WHAT IS REQUIRED —
Among the entries, which lines carry the string "name"? Copy each of them.

═════ DATA TO PROCESS

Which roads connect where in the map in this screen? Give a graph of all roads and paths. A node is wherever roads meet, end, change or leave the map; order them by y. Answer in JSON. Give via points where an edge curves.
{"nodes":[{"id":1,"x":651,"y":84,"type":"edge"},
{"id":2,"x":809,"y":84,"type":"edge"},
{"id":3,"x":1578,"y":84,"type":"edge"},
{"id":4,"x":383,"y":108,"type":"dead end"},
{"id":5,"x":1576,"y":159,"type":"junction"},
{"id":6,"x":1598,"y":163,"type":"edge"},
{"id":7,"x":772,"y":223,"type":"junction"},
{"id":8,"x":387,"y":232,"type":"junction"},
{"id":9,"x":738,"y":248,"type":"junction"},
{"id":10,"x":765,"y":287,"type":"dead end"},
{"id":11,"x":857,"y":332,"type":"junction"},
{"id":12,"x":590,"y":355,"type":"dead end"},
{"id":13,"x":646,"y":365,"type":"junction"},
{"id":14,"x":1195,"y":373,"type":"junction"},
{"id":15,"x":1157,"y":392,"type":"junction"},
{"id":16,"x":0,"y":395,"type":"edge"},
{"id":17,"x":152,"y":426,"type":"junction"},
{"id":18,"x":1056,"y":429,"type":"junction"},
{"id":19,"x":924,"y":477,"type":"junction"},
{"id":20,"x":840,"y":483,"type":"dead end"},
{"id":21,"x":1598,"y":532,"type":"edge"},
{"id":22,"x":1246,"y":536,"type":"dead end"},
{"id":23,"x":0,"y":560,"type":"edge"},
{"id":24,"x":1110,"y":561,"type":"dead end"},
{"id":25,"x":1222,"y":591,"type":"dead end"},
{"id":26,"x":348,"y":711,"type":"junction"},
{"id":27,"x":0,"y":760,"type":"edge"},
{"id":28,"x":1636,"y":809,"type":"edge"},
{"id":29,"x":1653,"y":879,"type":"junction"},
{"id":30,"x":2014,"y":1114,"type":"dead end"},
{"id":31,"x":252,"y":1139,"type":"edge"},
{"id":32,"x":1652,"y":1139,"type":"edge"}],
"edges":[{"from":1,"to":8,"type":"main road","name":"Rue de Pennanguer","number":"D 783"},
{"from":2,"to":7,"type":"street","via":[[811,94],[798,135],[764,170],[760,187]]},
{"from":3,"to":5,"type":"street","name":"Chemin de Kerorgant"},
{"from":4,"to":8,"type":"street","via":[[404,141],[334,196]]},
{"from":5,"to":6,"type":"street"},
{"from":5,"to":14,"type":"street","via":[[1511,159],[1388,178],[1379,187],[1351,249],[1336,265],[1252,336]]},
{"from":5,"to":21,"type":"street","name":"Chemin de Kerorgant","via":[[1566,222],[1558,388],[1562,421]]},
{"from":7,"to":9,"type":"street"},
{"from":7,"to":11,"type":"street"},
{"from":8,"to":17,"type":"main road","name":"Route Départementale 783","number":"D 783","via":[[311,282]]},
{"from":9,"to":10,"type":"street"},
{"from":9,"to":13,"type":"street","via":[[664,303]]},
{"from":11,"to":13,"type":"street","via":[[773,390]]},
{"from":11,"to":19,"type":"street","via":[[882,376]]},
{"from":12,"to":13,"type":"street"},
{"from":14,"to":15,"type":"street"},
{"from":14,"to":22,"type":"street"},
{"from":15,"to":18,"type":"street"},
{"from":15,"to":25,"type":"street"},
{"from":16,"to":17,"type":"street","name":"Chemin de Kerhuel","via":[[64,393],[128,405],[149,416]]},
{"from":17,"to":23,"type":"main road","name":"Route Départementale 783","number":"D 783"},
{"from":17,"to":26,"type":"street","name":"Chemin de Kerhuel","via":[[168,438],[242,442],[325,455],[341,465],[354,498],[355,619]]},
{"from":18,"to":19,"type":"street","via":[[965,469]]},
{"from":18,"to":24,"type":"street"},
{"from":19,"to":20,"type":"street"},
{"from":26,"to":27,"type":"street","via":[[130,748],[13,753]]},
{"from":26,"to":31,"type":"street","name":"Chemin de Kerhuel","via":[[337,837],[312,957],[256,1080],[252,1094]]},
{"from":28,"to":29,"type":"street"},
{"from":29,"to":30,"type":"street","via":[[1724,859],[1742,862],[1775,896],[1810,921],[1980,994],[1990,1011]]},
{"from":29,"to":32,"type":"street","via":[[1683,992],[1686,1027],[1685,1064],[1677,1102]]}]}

══════════

EXERCISE OUTPUT —
"edges":[{"from":1,"to":8,"type":"main road","name":"Rue de Pennanguer","number":"D 783"},
{"from":3,"to":5,"type":"street","name":"Chemin de Kerorgant"},
{"from":5,"to":21,"type":"street","name":"Chemin de Kerorgant","via":[[1566,222],[1558,388],[1562,421]]},
{"from":8,"to":17,"type":"main road","name":"Route Départementale 783","number":"D 783","via":[[311,282]]},
{"from":16,"to":17,"type":"street","name":"Chemin de Kerhuel","via":[[64,393],[128,405],[149,416]]},
{"from":17,"to":23,"type":"main road","name":"Route Départementale 783","number":"D 783"},
{"from":17,"to":26,"type":"street","name":"Chemin de Kerhuel","via":[[168,438],[242,442],[325,455],[341,465],[354,498],[355,619]]},
{"from":26,"to":31,"type":"street","name":"Chemin de Kerhuel","via":[[337,837],[312,957],[256,1080],[252,1094]]},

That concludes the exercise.